Reaching out to the Indian subcontinent, London Mayor Sadiq Khan announced yesterday that he would visit India and Pakistan this year to promote the British capital as a destination of choice for trade and cultural ties.
Khan, whose grandparents were born in India and parents migrated from Pakistan to the UK, said he was “very excited” to become the first senior British politician in recent times to visit both the countries at the same time during the six-day, six-city tour planned before the end of this year, PTI reported.
“As someone whose grandparents were born in India, and whose parents moved to London from Pakistan, I feel a deep affinity for the subcontinent,” said Khan.
“What excites me most about this trip is that I know it can deliver real benefits for Londoners. Benefits in terms of business and trade, jobs and investment, and in terms of cultural and technological exchange,” he said.
While the complete itinerary of the visit is still being finalised, the mayor and his team will cover Delhi, Mumbai and Amritsar as part of the India leg of the tour and Lahore, Islamabad and Karachi in Pakistan.
The mayor described the visit as an “important mission” as there are many areas in which London can work with its counterparts across India and Pakistan, in business as well as tackling some of the “biggest challenges” such as air pollution and climate change on a city-to-city basis.
“In London we are a beacon of tolerance, respect and diversity, which I will try my best to demonstrate,” he said, when asked if he would intervene on the issue of tensions between India and Pakistan.
On Brexit, the senior Labour Party politician said that just because the UK has voted to leave the 28-member European Union (EU) does not mean that London is closed to talent from around the world.
“I am passionate about showing that my city will always be open to engaging with partners from around the world. While the government cannot engage in trade talks until Brexit negotiations are ongoing, there is no reason why we can’t work on closer relations with the rest of the world,” he said.
Highlighting that India remains the third-largest international student market in London, Khan said that he is keen to give “confidence” to Indians that the city remains open to their talent.
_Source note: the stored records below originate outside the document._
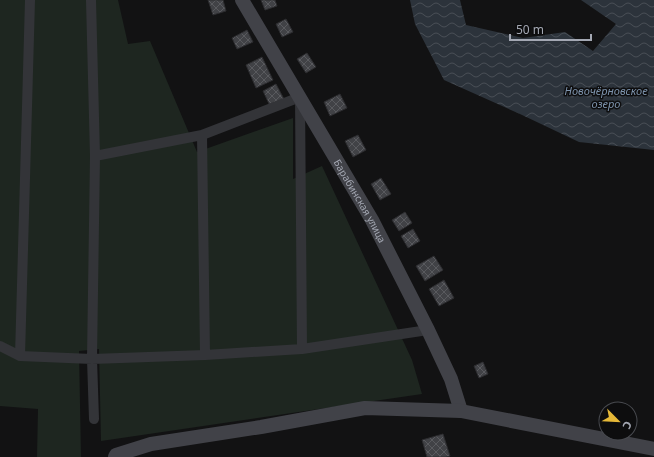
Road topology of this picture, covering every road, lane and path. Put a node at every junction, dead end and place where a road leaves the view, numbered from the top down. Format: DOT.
graph roads {
  1 [pos="30,0"];
  2 [pos="92,0"];
  3 [pos="242,0"];
  4 [pos="300,97"];
  5 [pos="202,135"];
  6 [pos="95,156"];
  7 [pos="428,330"];
  8 [pos="0,346"];
  9 [pos="302,349"];
  10 [pos="20,356"];
  11 [pos="205,356"];
  12 [pos="92,359"];
  13 [pos="461,411"];
  14 [pos="94,419"];
  15 [pos="654,449"];
  16 [pos="115,457"];
  1 -- 10 [label="street"];
  2 -- 6 [label="street"];
  3 -- 4 [label="street, Барабинская улица"];
  4 -- 5 [label="street"];
  4 -- 7 [label="street, Барабинская улица"];
  4 -- 9 [label="street"];
  5 -- 6 [label="street"];
  5 -- 11 [label="street"];
  6 -- 12 [label="street"];
  7 -- 9 [label="street"];
  7 -- 13 [label="street, Барабинская улица"];
  8 -- 10 [label="street"];
  9 -- 11 [label="street"];
  10 -- 12 [label="street"];
  11 -- 12 [label="street"];
  12 -- 14 [label="street"];
  13 -- 15 [label="street"];
  13 -- 16 [label="street"];
}
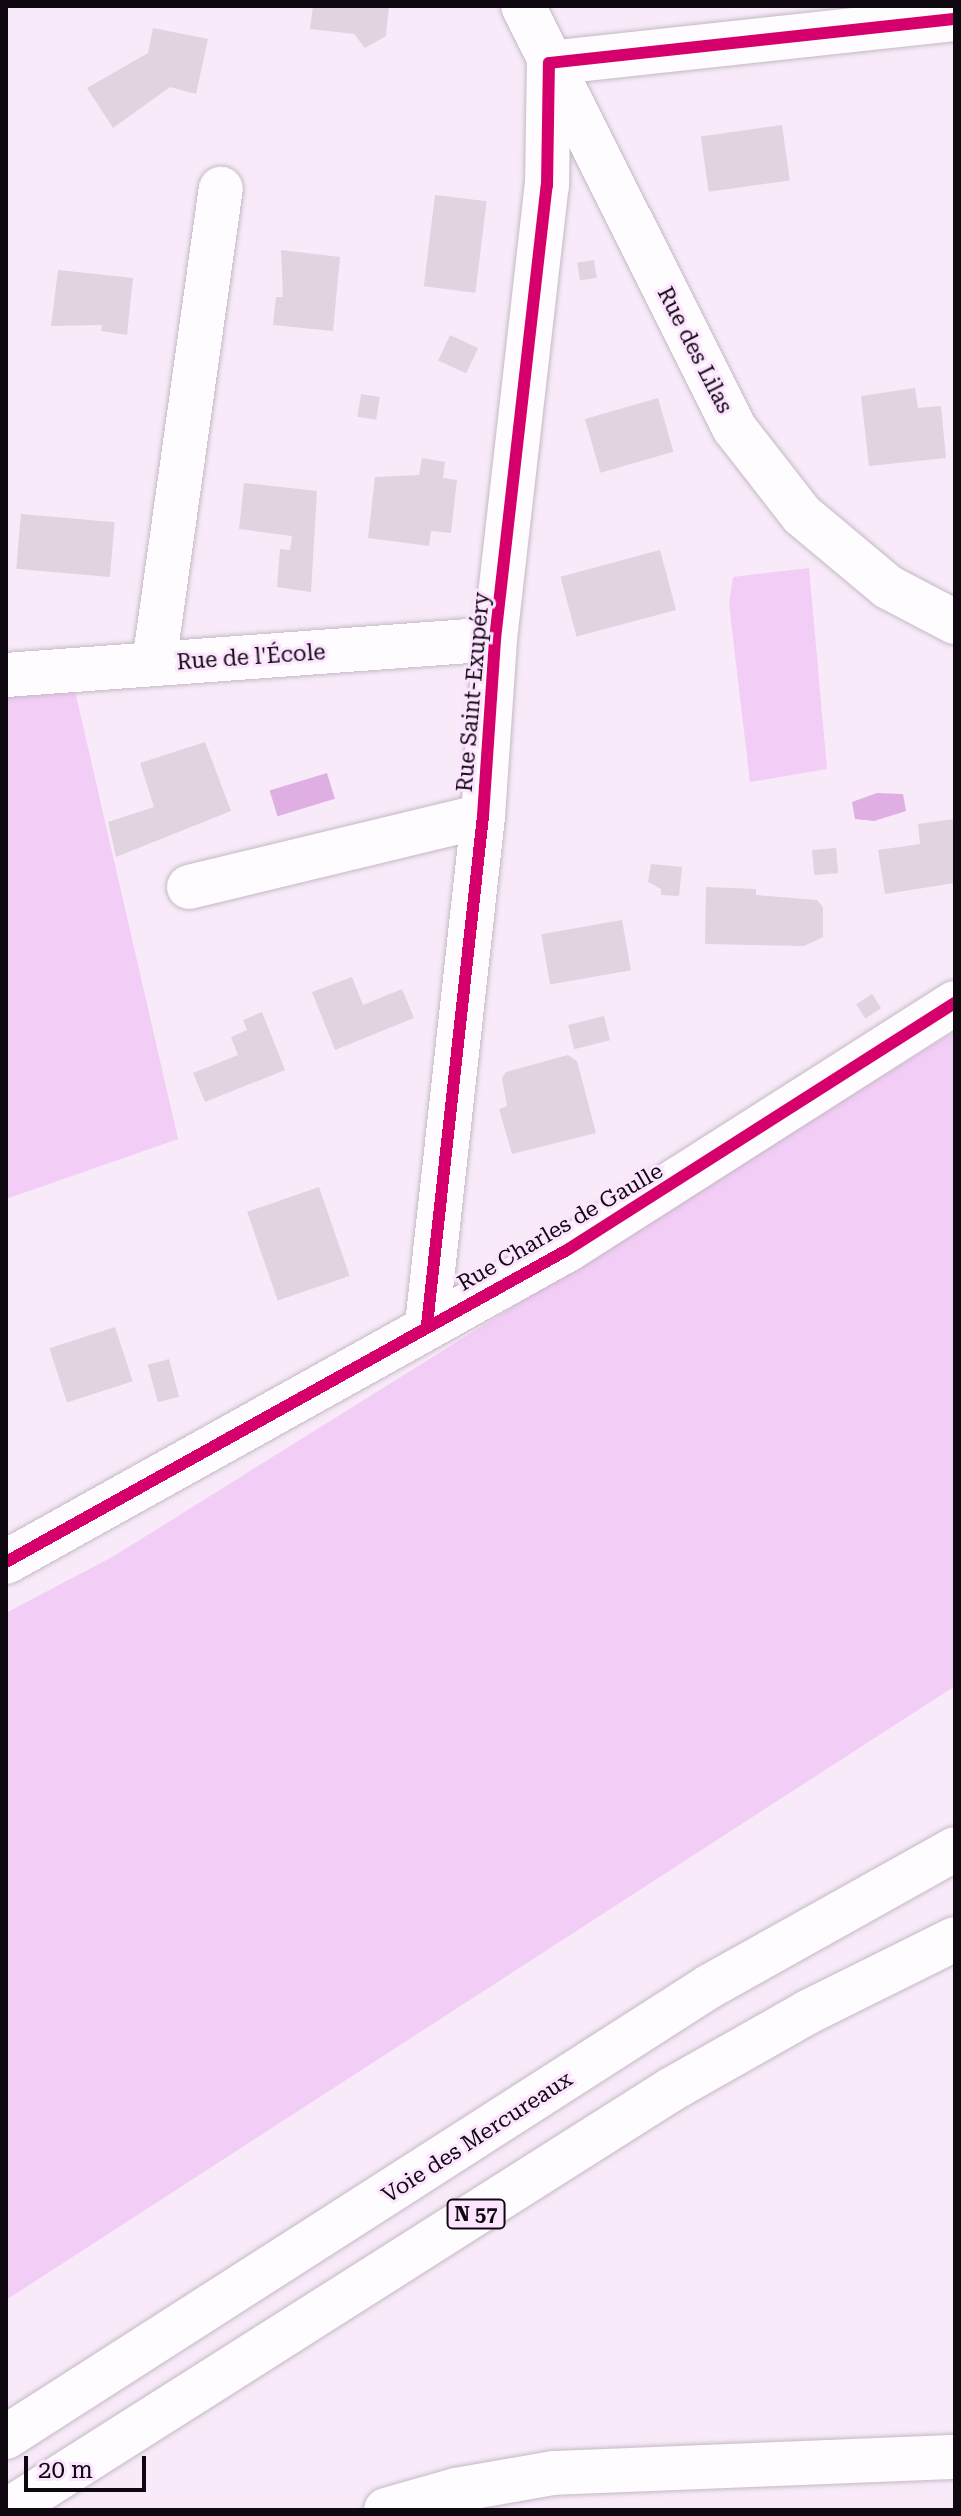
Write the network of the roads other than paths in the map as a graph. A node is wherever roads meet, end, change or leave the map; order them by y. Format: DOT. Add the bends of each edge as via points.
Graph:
graph roads {
  1 [pos="523,6"];
  2 [pos="935,16"];
  3 [pos="549,63"];
  4 [pos="221,189"];
  5 [pos="955,622"];
  6 [pos="495,639"];
  7 [pos="154,664"];
  8 [pos="6,675"];
  9 [pos="483,816"];
  10 [pos="189,887"];
  11 [pos="955,1003"];
  12 [pos="427,1325"];
  13 [pos="6,1562"];
  14 [pos="955,1849"];
  15 [pos="955,1939"];
  16 [pos="6,2437"];
  17 [pos="955,2457"];
  18 [pos="8,2510"];
  19 [pos="386,2510"];
  1 -- 3 [label="main road, Rue des Lilas"];
  2 -- 3 [label="main road"];
  3 -- 5 [label="main road, Rue des Lilas" via="735,429 802,515 888,587"];
  3 -- 6 [label="main road, Rue Saint-Exupéry" via="547,186"];
  4 -- 7 [label="main road"];
  6 -- 7 [label="main road, Rue de l'École"];
  6 -- 9 [label="main road, Rue Saint-Exupéry"];
  7 -- 8 [label="main road, Rue de l'École"];
  9 -- 10 [label="main road"];
  9 -- 12 [label="main road, Rue Saint-Exupéry"];
  11 -- 12 [label="main road, Rue Charles de Gaulle" via="567,1250"];
  12 -- 13 [label="main road, Rue Charles de Gaulle"];
  14 -- 16 [label="main road, Voie des Mercureaux" via="710,1986"];
  15 -- 18 [label="main road, N 57" via="808,2012 672,2089"];
  17 -- 19 [label="main road" via="553,2473 456,2490"];
}
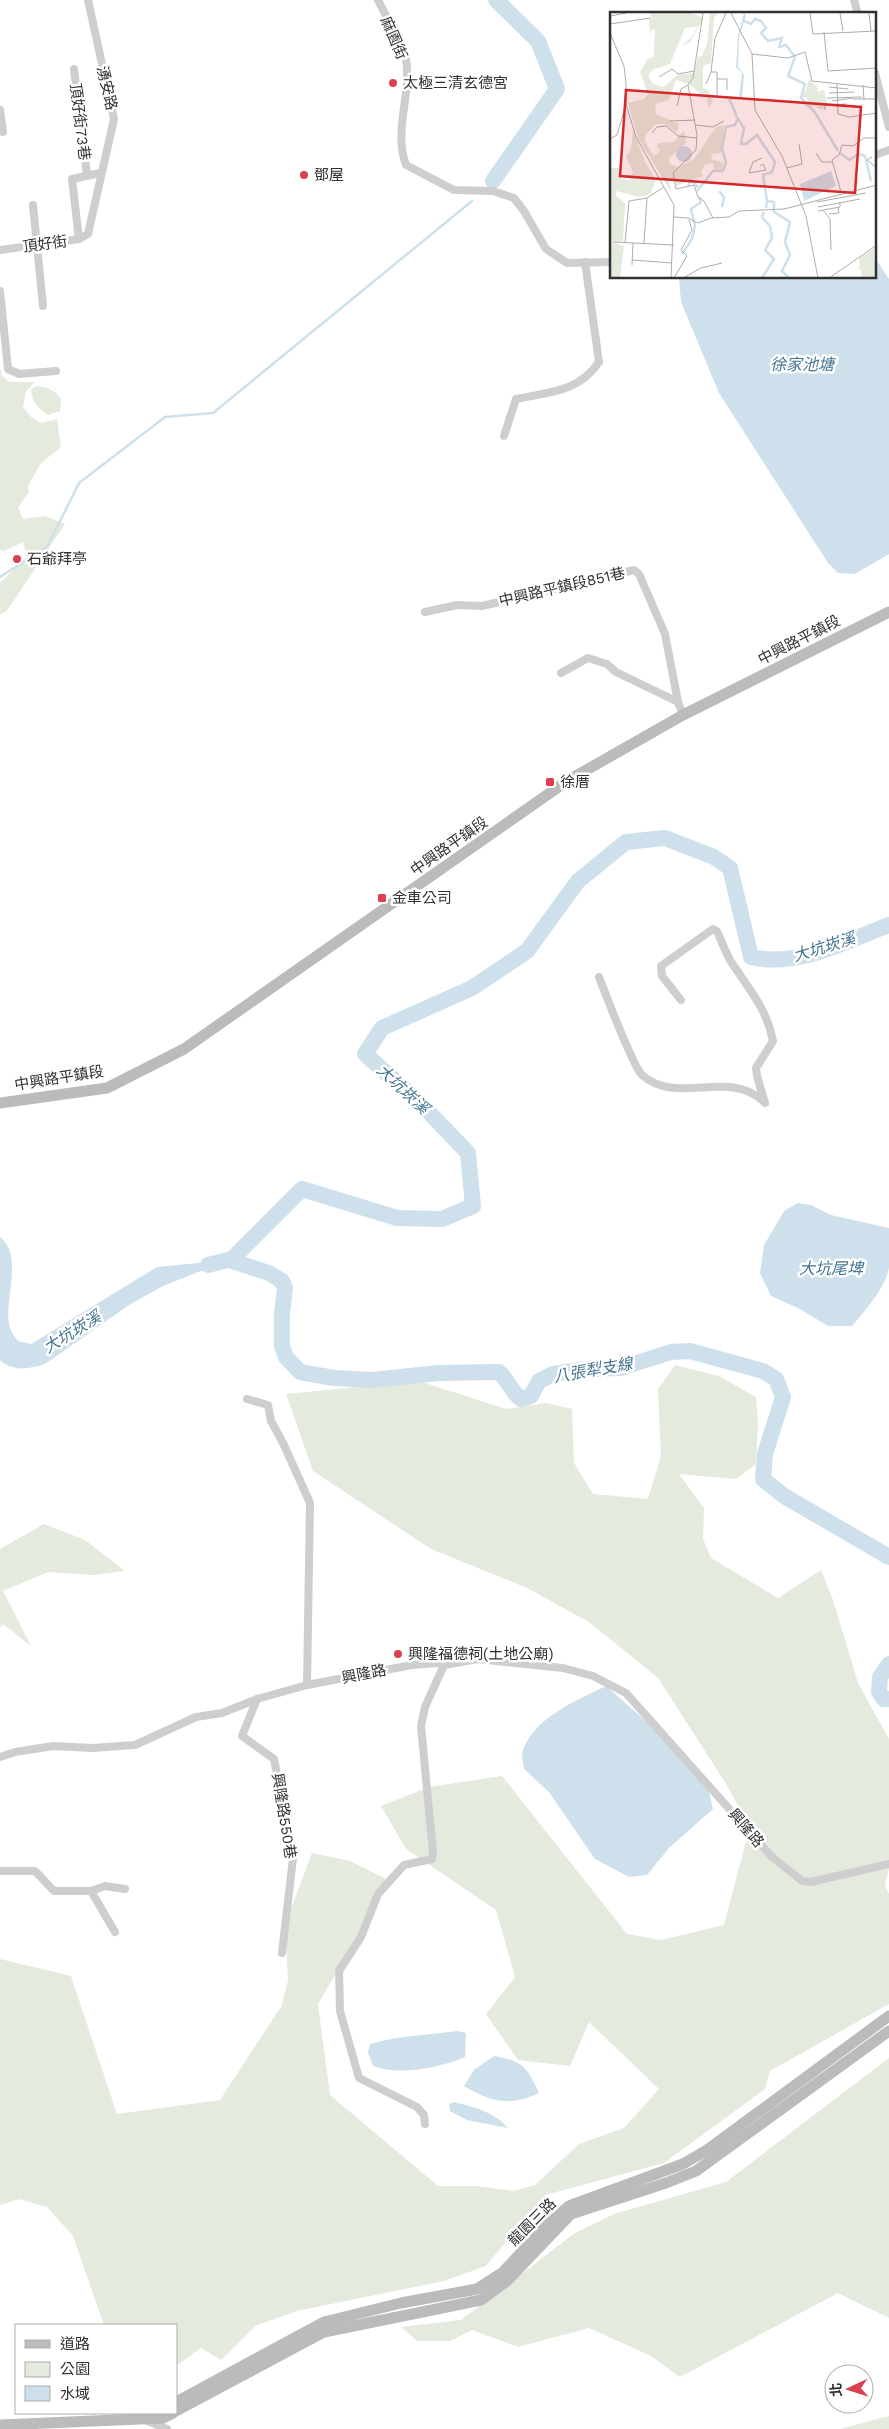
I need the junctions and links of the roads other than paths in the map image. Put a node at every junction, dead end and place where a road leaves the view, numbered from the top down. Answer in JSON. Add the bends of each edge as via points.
{"nodes":[{"id":1,"x":88,"y":0,"type":"edge"},
{"id":2,"x":378,"y":0,"type":"edge"},
{"id":3,"x":74,"y":69,"type":"dead end"},
{"id":4,"x":876,"y":75,"type":"edge"},
{"id":5,"x":885,"y":91,"type":"edge"},
{"id":6,"x":0,"y":110,"type":"edge"},
{"id":7,"x":889,"y":127,"type":"edge"},
{"id":8,"x":2,"y":132,"type":"dead end"},
{"id":9,"x":889,"y":150,"type":"edge"},
{"id":10,"x":876,"y":154,"type":"edge"},
{"id":11,"x":100,"y":173,"type":"junction"},
{"id":12,"x":87,"y":175,"type":"junction"},
{"id":13,"x":33,"y":205,"type":"dead end"},
{"id":14,"x":88,"y":234,"type":"joint"},
{"id":15,"x":79,"y":239,"type":"junction"},
{"id":16,"x":36,"y":246,"type":"junction"},
{"id":17,"x":0,"y":250,"type":"edge"},
{"id":18,"x":585,"y":262,"type":"junction"},
{"id":19,"x":610,"y":262,"type":"edge"},
{"id":20,"x":0,"y":291,"type":"edge"},
{"id":21,"x":43,"y":306,"type":"dead end"},
{"id":22,"x":56,"y":371,"type":"dead end"},
{"id":23,"x":504,"y":436,"type":"dead end"},
{"id":24,"x":425,"y":612,"type":"dead end"},
{"id":25,"x":889,"y":612,"type":"edge"},
{"id":26,"x":561,"y":673,"type":"dead end"},
{"id":27,"x":678,"y":702,"type":"junction"},
{"id":28,"x":684,"y":715,"type":"junction"},
{"id":29,"x":599,"y":978,"type":"dead end"},
{"id":30,"x":681,"y":1000,"type":"dead end"},
{"id":31,"x":0,"y":1103,"type":"edge"},
{"id":32,"x":247,"y":1399,"type":"dead end"},
{"id":33,"x":444,"y":1664,"type":"junction"},
{"id":34,"x":307,"y":1685,"type":"junction"},
{"id":35,"x":257,"y":1699,"type":"junction"},
{"id":36,"x":0,"y":1756,"type":"edge"},
{"id":37,"x":889,"y":1864,"type":"edge"},
{"id":38,"x":0,"y":1872,"type":"edge"},
{"id":39,"x":125,"y":1889,"type":"dead end"},
{"id":40,"x":90,"y":1891,"type":"junction"},
{"id":41,"x":115,"y":1932,"type":"dead end"},
{"id":42,"x":282,"y":1953,"type":"dead end"},
{"id":43,"x":889,"y":2016,"type":"edge"},
{"id":44,"x":889,"y":2031,"type":"edge"},
{"id":45,"x":425,"y":2124,"type":"dead end"},
{"id":46,"x":178,"y":2401,"type":"edge"},
{"id":47,"x":178,"y":2410,"type":"edge"},
{"id":48,"x":149,"y":2414,"type":"edge"},
{"id":49,"x":171,"y":2414,"type":"edge"},
{"id":50,"x":138,"y":2418,"type":"junction"},
{"id":51,"x":0,"y":2425,"type":"edge"},
{"id":52,"x":167,"y":2429,"type":"edge"}],
"edges":[{"from":1,"to":11,"type":"street","name":"湧安路","via":[[114,119]]},
{"from":2,"to":18,"type":"street","name":"麻園街","via":[[406,58],[406,94],[401,120],[406,165],[454,190],[493,191],[514,198],[546,249],[568,263]]},
{"from":3,"to":12,"type":"street","name":"頂好街73巷"},
{"from":4,"to":5,"type":"street"},
{"from":5,"to":7,"type":"street"},
{"from":6,"to":8,"type":"street"},
{"from":9,"to":10,"type":"street"},
{"from":11,"to":12,"type":"street","name":"頂好街73巷"},
{"from":11,"to":14,"type":"street","name":"湧安路"},
{"from":12,"to":15,"type":"street","name":"頂好街73巷","via":[[72,179]]},
{"from":13,"to":16,"type":"street"},
{"from":14,"to":15,"type":"street","name":"頂好街"},
{"from":15,"to":16,"type":"street","name":"頂好街"},
{"from":16,"to":17,"type":"street","name":"頂好街"},
{"from":16,"to":21,"type":"street"},
{"from":18,"to":19,"type":"street"},
{"from":18,"to":23,"type":"street","via":[[599,362],[594,370],[570,388],[516,399]]},
{"from":20,"to":22,"type":"street","via":[[8,369],[19,374]]},
{"from":24,"to":27,"type":"street","name":"中興路平鎮段851巷","via":[[457,606],[482,606],[634,570],[639,574],[665,634]]},
{"from":25,"to":28,"type":"street","name":"中興路平鎮段"},
{"from":26,"to":27,"type":"street","via":[[588,658],[607,664],[616,672]]},
{"from":27,"to":28,"type":"street","name":"中興路平鎮段851巷"},
{"from":28,"to":31,"type":"street","name":"中興路平鎮段","via":[[567,781],[184,1049],[107,1088]]},
{"from":29,"to":30,"type":"street","via":[[641,1074],[664,1088],[740,1087],[756,1094],[765,1103],[756,1068],[773,1041],[771,1027],[756,997],[729,958],[717,931],[712,929],[661,966],[662,976]]},
{"from":32,"to":34,"type":"street","via":[[268,1405],[271,1421],[310,1504]]},
{"from":33,"to":34,"type":"street","name":"興隆路","via":[[412,1665]]},
{"from":33,"to":37,"type":"street","name":"興隆路","via":[[478,1659],[563,1668],[593,1676],[626,1693],[772,1857],[802,1880],[811,1882]]},
{"from":33,"to":45,"type":"street","via":[[425,1708],[421,1726],[432,1858],[404,1865],[378,1894],[361,1937],[339,1970],[338,1993],[359,2078],[417,2107],[424,2116]]},
{"from":34,"to":35,"type":"street","name":"興隆路"},
{"from":35,"to":36,"type":"street","name":"興隆路","via":[[222,1714],[196,1717],[135,1745],[53,1746]]},
{"from":35,"to":42,"type":"street","name":"興隆路550巷","via":[[242,1736],[274,1759],[293,1858]]},
{"from":38,"to":40,"type":"street","via":[[35,1871],[54,1892]]},
{"from":39,"to":40,"type":"street","via":[[105,1886]]},
{"from":40,"to":41,"type":"street"},
{"from":43,"to":46,"type":"street","name":"龍園三路","via":[[707,2150],[683,2164],[569,2206],[502,2273],[478,2290],[324,2322]]},
{"from":44,"to":47,"type":"street","name":"龍園三路","via":[[696,2171],[571,2214],[507,2281],[481,2300],[324,2332]]},
{"from":48,"to":50,"type":"street"},
{"from":49,"to":50,"type":"street","name":"龍園三路","via":[[162,2418]]},
{"from":50,"to":51,"type":"street"},
{"from":50,"to":52,"type":"street"}]}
“World leaders like (Mahatma) Gandhi, (Jawaharlal) Nehru, (Mohammad Ali) Jinnah and (Zulfikar Ali) Bhutto have all studied in the UK.
“My message will be that the underlying reasons have not changed and that I will continue to lobby for the government on getting a good deal for London,” he said, pointing out that the capital had not witnessed any lack of investment from India and Pakistan since the Brexit vote last year.